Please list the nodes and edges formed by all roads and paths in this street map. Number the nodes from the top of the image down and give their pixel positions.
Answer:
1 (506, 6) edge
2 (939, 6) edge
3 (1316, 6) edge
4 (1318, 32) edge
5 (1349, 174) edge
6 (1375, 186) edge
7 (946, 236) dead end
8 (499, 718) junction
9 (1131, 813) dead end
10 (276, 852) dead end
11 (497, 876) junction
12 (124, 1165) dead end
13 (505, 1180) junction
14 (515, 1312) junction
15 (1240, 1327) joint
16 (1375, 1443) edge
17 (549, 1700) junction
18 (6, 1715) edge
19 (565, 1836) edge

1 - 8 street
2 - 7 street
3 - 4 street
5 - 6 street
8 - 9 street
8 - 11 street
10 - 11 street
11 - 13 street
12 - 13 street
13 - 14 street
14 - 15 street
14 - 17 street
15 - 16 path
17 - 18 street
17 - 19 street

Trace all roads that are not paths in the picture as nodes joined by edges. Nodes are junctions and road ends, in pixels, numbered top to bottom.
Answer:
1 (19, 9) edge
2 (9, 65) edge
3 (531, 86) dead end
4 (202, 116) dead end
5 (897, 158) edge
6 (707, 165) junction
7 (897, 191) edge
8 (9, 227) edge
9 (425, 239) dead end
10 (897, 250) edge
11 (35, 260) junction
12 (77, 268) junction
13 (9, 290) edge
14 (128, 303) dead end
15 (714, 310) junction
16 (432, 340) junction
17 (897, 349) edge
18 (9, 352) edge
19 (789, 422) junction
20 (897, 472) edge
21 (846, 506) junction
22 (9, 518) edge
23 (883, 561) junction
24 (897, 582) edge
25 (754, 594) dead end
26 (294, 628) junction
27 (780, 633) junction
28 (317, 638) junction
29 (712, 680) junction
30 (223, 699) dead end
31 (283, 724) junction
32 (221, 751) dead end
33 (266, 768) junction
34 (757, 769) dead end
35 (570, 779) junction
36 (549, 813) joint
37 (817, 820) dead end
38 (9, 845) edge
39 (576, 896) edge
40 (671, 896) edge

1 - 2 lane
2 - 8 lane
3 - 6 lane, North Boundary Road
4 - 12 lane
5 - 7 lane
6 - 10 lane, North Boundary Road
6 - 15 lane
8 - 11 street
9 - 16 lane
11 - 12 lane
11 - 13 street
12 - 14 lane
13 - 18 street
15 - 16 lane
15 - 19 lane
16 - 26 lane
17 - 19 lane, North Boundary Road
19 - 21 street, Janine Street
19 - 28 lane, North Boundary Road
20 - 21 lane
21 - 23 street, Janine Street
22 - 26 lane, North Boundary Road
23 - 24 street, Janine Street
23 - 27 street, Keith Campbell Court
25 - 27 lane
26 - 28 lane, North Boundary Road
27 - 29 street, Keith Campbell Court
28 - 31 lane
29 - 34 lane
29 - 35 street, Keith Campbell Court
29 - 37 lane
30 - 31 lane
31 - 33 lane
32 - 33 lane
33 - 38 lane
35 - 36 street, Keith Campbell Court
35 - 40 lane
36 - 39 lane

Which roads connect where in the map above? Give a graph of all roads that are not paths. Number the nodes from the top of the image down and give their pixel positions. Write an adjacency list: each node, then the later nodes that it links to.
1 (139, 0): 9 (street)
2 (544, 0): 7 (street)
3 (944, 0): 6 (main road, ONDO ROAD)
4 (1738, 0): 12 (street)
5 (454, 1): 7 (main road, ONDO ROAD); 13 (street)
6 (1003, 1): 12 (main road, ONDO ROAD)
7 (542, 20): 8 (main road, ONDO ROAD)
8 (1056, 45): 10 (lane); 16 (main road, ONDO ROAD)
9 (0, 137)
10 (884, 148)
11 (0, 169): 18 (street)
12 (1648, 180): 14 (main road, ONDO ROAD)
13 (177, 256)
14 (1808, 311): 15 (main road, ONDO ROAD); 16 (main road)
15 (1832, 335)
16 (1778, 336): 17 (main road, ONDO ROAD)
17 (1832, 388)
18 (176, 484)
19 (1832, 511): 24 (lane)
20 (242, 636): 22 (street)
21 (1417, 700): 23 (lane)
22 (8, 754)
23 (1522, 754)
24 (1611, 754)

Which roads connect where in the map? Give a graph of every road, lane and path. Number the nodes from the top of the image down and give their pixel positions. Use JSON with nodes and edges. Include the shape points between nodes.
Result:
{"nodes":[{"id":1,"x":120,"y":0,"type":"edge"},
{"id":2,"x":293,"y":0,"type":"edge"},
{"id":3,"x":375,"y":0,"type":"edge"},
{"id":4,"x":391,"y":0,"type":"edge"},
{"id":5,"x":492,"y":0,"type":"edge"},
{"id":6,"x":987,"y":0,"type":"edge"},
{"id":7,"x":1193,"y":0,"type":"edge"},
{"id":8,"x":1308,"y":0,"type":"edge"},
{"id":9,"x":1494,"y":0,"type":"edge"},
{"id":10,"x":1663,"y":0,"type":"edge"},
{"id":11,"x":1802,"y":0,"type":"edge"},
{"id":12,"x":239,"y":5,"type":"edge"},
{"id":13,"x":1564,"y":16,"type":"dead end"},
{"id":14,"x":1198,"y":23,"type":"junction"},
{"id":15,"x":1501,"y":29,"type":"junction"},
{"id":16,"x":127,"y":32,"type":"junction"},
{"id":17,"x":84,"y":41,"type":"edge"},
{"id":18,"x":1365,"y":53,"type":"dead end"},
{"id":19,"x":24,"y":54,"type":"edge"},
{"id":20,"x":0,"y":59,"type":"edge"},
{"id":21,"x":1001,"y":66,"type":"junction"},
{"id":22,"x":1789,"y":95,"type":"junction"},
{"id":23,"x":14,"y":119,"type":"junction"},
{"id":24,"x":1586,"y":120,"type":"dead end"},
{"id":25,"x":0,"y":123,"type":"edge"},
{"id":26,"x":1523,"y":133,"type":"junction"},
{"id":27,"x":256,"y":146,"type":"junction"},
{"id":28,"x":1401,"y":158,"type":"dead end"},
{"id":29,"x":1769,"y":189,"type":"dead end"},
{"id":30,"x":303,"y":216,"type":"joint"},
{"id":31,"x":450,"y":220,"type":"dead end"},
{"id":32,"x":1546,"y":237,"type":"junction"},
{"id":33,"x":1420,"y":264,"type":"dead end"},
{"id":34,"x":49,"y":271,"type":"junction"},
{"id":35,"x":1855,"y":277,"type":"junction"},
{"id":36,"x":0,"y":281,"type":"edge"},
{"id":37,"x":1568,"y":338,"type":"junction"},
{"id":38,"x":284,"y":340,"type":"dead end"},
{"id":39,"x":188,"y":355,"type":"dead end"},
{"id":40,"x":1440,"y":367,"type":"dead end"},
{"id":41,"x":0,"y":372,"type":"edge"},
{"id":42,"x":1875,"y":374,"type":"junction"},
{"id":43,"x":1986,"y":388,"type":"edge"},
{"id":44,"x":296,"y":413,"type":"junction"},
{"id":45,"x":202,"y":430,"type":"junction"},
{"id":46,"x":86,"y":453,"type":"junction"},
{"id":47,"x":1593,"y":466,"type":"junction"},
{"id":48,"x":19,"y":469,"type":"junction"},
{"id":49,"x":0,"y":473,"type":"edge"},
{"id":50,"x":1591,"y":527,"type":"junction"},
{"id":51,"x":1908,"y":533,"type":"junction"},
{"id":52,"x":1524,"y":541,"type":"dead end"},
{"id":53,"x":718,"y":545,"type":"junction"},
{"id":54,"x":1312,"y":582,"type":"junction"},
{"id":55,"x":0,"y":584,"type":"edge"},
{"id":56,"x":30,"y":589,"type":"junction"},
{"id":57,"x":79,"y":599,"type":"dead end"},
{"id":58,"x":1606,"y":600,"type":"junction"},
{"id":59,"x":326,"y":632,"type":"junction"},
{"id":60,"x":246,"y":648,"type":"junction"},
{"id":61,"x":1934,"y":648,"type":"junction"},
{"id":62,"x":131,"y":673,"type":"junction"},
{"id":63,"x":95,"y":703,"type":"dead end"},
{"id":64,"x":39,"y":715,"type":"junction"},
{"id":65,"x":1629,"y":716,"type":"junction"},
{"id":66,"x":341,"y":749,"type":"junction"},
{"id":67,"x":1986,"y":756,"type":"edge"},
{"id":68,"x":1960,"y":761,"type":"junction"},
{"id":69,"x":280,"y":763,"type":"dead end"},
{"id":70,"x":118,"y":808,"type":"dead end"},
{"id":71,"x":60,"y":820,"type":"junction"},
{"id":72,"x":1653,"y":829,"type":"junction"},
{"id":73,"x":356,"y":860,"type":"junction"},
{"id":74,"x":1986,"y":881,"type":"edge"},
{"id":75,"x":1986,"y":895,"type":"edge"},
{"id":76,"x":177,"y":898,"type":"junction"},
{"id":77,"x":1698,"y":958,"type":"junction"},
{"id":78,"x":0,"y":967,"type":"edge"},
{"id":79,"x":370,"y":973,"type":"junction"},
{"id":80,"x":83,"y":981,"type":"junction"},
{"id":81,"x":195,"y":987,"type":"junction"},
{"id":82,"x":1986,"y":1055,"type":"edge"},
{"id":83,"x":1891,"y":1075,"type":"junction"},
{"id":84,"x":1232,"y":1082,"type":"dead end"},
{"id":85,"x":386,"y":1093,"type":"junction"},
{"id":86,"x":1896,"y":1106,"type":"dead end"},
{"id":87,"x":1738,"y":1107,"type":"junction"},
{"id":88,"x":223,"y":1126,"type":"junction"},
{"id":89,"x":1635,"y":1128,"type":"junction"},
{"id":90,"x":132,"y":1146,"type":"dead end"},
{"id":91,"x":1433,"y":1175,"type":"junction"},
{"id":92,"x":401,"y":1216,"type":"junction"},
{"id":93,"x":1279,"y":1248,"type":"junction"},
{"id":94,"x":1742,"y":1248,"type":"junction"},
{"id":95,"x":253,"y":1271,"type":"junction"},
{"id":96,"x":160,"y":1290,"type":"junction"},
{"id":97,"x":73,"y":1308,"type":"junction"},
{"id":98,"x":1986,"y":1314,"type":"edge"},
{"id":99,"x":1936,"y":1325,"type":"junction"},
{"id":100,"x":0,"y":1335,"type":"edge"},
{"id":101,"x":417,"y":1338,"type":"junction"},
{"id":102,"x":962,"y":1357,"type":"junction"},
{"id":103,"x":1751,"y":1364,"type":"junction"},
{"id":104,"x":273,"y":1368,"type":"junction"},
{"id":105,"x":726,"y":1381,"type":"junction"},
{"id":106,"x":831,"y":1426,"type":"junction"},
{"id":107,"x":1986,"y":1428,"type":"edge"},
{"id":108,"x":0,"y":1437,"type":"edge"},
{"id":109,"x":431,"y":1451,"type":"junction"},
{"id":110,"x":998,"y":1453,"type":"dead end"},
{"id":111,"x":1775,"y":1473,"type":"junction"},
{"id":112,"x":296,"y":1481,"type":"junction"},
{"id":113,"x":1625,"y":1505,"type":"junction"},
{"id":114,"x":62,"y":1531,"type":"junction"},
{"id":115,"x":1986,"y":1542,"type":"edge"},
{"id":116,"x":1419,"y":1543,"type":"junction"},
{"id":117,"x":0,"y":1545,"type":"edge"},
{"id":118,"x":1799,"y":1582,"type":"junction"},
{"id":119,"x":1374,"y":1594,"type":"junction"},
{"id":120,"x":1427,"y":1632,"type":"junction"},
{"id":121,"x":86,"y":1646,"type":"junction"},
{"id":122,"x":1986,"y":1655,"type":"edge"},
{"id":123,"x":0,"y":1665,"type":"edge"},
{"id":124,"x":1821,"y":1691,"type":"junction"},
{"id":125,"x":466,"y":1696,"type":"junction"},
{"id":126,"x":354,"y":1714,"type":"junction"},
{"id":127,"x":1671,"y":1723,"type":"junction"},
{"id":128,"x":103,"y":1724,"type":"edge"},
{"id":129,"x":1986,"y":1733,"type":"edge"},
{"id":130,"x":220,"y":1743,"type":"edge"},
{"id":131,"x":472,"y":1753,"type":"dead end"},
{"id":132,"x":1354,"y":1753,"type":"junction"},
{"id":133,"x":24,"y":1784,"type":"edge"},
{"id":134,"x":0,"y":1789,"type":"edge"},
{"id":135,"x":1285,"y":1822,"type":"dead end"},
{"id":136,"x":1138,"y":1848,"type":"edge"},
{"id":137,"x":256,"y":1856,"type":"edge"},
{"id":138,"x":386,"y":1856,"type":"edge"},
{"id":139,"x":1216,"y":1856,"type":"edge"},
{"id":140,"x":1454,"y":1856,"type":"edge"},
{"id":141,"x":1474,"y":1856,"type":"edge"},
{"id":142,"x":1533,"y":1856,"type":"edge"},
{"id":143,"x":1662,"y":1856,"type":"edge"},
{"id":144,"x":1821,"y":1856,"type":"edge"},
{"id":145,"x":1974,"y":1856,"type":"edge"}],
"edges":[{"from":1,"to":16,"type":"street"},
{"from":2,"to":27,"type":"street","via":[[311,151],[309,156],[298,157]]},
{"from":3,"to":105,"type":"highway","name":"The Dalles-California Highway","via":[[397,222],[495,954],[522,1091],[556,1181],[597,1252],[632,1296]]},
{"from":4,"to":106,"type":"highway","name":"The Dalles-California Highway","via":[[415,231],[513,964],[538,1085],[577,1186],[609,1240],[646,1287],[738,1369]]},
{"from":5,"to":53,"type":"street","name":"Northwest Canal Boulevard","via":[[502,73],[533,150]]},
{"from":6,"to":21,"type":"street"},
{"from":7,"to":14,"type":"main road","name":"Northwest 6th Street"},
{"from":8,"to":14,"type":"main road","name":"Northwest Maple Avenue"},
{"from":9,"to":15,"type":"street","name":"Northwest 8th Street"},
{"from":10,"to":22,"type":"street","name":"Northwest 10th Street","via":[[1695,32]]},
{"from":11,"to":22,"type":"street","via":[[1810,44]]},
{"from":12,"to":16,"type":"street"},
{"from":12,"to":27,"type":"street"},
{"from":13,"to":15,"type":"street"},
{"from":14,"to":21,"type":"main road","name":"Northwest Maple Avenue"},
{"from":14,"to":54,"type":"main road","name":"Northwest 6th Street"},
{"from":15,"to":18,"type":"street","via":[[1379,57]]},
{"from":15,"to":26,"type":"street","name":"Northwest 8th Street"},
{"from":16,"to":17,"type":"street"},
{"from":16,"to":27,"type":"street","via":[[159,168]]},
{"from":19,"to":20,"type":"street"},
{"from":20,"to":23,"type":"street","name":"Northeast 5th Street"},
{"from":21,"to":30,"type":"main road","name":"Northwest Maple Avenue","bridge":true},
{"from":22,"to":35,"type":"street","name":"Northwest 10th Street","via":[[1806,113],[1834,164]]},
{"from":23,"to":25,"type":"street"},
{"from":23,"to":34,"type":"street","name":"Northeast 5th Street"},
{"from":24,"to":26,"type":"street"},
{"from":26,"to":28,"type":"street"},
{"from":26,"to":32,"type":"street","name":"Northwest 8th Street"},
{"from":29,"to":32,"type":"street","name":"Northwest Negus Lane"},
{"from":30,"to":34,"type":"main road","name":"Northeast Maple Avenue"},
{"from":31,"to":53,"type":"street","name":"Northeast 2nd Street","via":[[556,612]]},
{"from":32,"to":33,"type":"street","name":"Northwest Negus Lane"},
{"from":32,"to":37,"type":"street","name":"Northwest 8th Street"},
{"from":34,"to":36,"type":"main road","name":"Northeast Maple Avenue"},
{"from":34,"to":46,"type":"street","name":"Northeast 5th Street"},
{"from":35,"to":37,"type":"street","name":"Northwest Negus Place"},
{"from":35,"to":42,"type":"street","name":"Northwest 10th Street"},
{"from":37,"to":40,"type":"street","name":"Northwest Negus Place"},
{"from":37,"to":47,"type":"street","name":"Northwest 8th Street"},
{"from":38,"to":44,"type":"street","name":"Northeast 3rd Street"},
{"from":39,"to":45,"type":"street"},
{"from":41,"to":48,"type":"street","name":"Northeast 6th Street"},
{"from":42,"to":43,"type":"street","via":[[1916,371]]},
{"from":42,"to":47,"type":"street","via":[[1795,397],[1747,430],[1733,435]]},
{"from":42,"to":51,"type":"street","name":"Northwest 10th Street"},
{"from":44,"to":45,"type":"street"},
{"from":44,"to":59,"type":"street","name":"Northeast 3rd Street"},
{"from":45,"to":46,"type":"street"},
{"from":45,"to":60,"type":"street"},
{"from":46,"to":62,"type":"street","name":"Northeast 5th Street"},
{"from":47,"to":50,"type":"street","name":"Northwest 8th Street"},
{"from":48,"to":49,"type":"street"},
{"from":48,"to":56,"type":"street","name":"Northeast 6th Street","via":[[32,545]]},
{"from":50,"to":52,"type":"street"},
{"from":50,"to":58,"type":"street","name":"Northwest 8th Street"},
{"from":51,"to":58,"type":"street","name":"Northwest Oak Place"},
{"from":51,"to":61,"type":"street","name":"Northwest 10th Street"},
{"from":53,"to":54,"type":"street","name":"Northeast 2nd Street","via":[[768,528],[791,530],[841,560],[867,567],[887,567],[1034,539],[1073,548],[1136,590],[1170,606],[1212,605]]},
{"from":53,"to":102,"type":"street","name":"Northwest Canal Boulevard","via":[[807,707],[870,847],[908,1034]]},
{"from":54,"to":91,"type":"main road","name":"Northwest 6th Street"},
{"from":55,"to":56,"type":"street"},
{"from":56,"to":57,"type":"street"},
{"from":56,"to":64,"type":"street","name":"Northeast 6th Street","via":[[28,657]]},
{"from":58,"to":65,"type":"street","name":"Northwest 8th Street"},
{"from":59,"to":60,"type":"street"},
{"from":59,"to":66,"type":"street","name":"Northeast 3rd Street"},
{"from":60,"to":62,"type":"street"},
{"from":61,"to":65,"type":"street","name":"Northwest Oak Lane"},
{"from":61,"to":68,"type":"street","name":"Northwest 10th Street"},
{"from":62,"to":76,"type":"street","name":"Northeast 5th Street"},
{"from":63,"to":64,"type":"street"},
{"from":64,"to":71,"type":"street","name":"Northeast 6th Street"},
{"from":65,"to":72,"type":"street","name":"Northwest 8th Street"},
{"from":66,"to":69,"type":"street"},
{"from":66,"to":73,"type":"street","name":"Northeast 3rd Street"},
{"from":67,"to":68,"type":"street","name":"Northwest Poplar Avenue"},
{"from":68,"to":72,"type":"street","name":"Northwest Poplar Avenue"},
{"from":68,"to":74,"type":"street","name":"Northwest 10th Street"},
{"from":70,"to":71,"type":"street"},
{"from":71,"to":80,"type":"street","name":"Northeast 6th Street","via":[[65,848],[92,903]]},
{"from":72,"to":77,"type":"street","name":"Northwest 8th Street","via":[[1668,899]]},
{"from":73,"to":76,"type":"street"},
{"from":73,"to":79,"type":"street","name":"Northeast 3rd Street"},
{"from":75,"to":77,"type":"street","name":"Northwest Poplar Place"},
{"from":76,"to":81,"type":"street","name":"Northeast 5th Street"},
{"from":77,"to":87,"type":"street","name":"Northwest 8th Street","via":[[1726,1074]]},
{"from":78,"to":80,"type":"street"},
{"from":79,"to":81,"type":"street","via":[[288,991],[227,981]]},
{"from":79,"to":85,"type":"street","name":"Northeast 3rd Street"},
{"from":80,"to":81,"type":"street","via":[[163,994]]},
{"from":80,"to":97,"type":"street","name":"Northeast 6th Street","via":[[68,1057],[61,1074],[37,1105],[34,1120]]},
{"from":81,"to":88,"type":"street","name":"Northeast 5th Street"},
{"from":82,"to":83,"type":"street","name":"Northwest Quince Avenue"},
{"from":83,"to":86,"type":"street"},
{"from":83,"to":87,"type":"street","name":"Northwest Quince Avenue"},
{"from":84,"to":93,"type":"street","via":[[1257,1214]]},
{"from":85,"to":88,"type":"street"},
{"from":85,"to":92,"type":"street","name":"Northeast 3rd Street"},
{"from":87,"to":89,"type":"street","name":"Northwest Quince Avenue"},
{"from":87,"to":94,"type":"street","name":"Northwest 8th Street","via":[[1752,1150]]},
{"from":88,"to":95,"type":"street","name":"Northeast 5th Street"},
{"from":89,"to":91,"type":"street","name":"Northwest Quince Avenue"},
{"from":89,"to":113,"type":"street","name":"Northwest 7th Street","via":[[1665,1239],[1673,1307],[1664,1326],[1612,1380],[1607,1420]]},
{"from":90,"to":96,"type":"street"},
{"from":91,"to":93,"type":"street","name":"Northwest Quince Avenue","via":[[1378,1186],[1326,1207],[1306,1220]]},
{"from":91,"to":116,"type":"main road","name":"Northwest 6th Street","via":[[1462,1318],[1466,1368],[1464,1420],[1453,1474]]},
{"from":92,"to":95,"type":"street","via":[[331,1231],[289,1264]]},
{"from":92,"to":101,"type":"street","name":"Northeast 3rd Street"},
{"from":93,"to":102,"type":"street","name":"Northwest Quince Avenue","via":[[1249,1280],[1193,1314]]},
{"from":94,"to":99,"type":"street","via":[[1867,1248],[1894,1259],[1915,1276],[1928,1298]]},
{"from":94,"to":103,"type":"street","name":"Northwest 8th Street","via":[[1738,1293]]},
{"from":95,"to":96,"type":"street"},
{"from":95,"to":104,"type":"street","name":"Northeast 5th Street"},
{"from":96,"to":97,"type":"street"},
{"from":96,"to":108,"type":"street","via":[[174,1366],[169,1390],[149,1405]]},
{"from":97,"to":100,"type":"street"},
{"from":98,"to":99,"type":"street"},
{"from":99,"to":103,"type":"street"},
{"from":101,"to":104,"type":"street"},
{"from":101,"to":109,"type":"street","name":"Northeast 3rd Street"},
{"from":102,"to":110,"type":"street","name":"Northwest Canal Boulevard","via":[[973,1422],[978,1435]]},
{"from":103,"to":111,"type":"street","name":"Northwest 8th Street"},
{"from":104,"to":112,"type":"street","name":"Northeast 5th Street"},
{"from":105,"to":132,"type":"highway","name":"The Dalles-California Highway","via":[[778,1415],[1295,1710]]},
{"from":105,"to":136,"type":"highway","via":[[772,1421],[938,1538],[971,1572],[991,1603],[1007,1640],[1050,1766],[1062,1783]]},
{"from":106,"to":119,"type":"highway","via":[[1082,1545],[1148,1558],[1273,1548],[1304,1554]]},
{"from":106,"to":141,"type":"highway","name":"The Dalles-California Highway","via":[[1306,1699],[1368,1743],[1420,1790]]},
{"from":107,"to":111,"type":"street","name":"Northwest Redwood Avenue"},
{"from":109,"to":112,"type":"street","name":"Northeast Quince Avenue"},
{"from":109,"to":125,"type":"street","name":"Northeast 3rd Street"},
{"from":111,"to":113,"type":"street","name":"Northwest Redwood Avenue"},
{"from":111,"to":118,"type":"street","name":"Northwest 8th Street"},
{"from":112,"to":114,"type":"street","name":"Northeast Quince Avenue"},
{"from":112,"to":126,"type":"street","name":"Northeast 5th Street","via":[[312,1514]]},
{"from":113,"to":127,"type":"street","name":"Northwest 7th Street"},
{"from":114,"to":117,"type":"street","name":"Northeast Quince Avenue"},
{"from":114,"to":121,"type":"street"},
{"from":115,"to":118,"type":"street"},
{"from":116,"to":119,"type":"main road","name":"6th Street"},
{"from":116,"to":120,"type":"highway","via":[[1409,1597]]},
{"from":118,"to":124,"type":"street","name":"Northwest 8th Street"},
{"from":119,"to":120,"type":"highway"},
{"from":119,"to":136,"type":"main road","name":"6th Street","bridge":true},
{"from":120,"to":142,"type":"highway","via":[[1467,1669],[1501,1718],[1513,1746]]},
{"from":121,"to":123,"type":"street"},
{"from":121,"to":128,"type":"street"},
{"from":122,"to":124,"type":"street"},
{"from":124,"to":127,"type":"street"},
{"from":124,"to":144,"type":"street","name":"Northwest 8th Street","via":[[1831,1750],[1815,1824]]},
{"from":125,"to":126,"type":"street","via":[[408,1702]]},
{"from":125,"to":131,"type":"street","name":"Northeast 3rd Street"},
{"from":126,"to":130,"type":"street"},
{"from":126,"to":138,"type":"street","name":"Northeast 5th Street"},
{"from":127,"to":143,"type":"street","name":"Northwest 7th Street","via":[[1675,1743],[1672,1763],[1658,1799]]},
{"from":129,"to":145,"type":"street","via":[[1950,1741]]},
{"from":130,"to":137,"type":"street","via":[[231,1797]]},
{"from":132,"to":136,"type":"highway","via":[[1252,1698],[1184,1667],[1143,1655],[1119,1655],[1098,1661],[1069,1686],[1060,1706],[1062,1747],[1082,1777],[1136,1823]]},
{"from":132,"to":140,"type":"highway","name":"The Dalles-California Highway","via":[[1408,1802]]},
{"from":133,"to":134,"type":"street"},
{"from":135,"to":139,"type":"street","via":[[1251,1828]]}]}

● ● ● ●

Task requirements
Looking at the data above, work out how many lines contain "Which" and answer with the figure only.

Answer below
2